The Crime Report Chooses Bryan Stevenson as Its Justice Person of the Year

The Crime Report, an online publication of John Jay College’s Center on Media, Crime and Justice (CMCJ) and the group Criminal Justice Journalists, has chosen as its 2012 Person of the Year Bryan Stevenson, who won a Supreme Court ruling extending the ban on life without parole (LWOP) for juvenile offenders to young people accused of murder.

The Crime Report, led by executive editor Stephen Handelman, the CMCJ’s Director, is the nation's most comprehensive criminal justice news and resource service.

Stevenson is the founder and executive director of the Montgomery, AL-based Equal Justice Initiative and a law professor at New York University. The landmark June 24 Supreme Court ruling that came as a result of his efforts capped a year in which reforms of the nation's juvenile justice system gathered impressive momentum. "It reinforced and strengthened nationwide efforts to make 'mitigating circumstances' – such as a youth's lack of maturity, brain development, early history – a factor in determining the treatment of troubled youth," said Handelman.

The Supreme Court’s ruling barring life without parole for juveniles topped The Crime Report’s list of "Top 10" criminal justice stories in 2012, which was released earlier this week.

The list also includes the passage of marijuana-legalization referendums in Washington and Colorado and the recent mass murder of schoolchildren and teachers in Newtown, CT. Also on the list is John Jay College's pioneering Prison-to-College Pipeline program.

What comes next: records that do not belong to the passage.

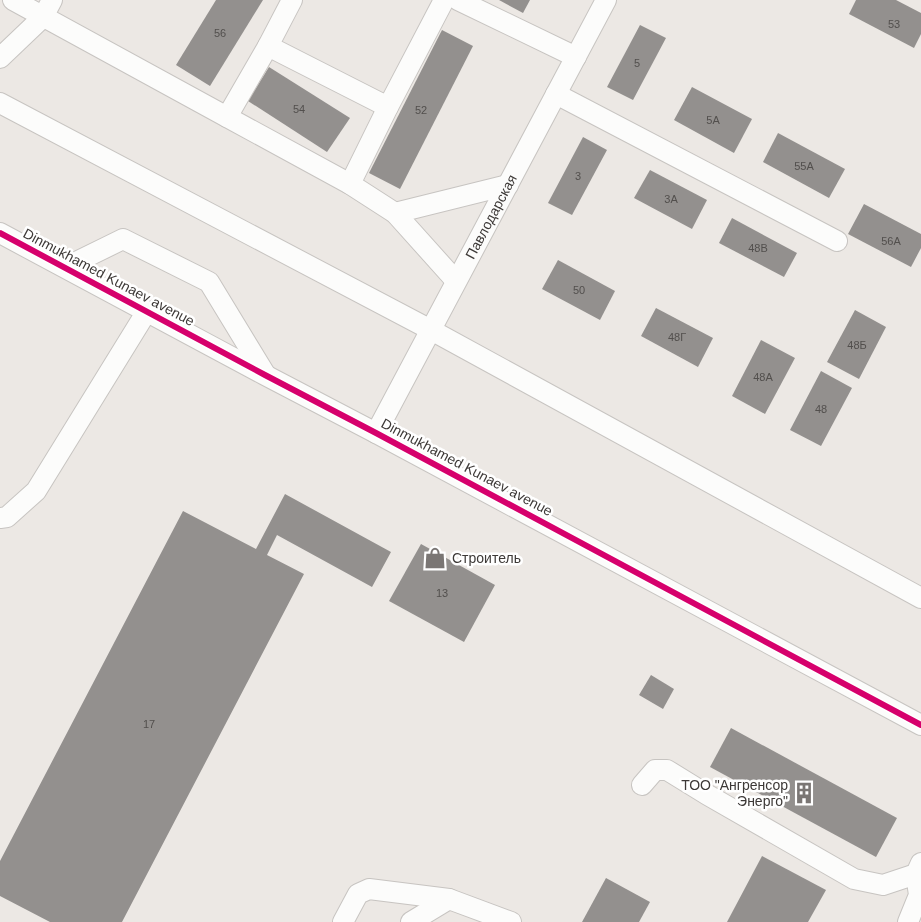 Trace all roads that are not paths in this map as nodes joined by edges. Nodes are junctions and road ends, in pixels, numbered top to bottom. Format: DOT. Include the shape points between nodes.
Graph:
graph roads {
  1 [pos="14,0"];
  2 [pos="292,0"];
  3 [pos="444,0"];
  4 [pos="458,0"];
  5 [pos="606,0"];
  6 [pos="48,8"];
  7 [pos="268,46"];
  8 [pos="576,57"];
  9 [pos="0,58"];
  10 [pos="556,94"];
  11 [pos="0,103"];
  12 [pos="388,107"];
  13 [pos="227,117"];
  14 [pos="350,184"];
  15 [pos="508,185"];
  16 [pos="395,213"];
  17 [pos="0,233"];
  18 [pos="836,241"];
  19 [pos="66,268"];
  20 [pos="456,281"];
  21 [pos="147,311"];
  22 [pos="430,330"];
  23 [pos="265,375"];
  24 [pos="376,433"];
  25 [pos="0,518"];
  26 [pos="921,598"];
  27 [pos="921,725"];
  28 [pos="642,785"];
  29 [pos="918,869"];
  30 [pos="920,896"];
  31 [pos="449,899"];
  32 [pos="342,922"];
  33 [pos="411,922"];
  34 [pos="511,922"];
  35 [pos="908,922"];
  1 -- 6 [label="street"];
  2 -- 7 [label="street"];
  3 -- 12 [label="street"];
  4 -- 8 [label="street"];
  5 -- 8 [label="street, Павлодарская"];
  6 -- 9 [label="street"];
  6 -- 13 [label="street"];
  7 -- 12 [label="street"];
  7 -- 13 [label="street"];
  8 -- 10 [label="street, Павлодарская"];
  10 -- 15 [label="street, Павлодарская"];
  10 -- 18 [label="street"];
  11 -- 22 [label="street"];
  12 -- 14 [label="street"];
  13 -- 14 [label="street"];
  14 -- 16 [label="street"];
  15 -- 16 [label="street"];
  15 -- 20 [label="street, Павлодарская"];
  16 -- 20 [label="street"];
  17 -- 19 [label="street, Dinmukhamed Kunaev avenue"];
  19 -- 21 [label="street, Dinmukhamed Kunaev avenue"];
  19 -- 23 [label="street" via="124,239 209,282"];
  20 -- 22 [label="street, Павлодарская"];
  21 -- 23 [label="street, Dinmukhamed Kunaev avenue"];
  21 -- 25 [label="street" via="36,491 7,517"];
  22 -- 24 [label="street, Павлодарская"];
  22 -- 26 [label="street"];
  23 -- 24 [label="street, Dinmukhamed Kunaev avenue"];
  24 -- 27 [label="street, Dinmukhamed Kunaev avenue"];
  28 -- 29 [label="street" via="655,770 667,770 854,879 883,885"];
  29 -- 30 [label="street"];
  30 -- 35 [label="street"];
  31 -- 32 [label="street" via="369,889 358,894"];
  31 -- 33 [label="street"];
  31 -- 34 [label="street"];
}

In addition to honoring Stevenson as its Person of the Year, The Crime Report also bestowed special recognition on three other individuals for the transformative roles they played this year in criminal justice.

Assistant Attorney General Thomas Perez, head of the Department of Justice’s Civil Rights Division, was cited for leading the fight to reform local law enforcement across the country. He has presided over 19 civil investigations of police departments in the past two years, capped by the DoJ's contested lawsuit against Maricopa County, AZ, Sheriff Joseph Arpaio for alleged discrimination against Latino immigrants.

Attorney Michael Romano and Professor Larry Marshall, founders of Stanford Law School's Three Strikes Project, were recognized for their efforts in spearheading California's successful initiative to reform the state's Three Strikes law.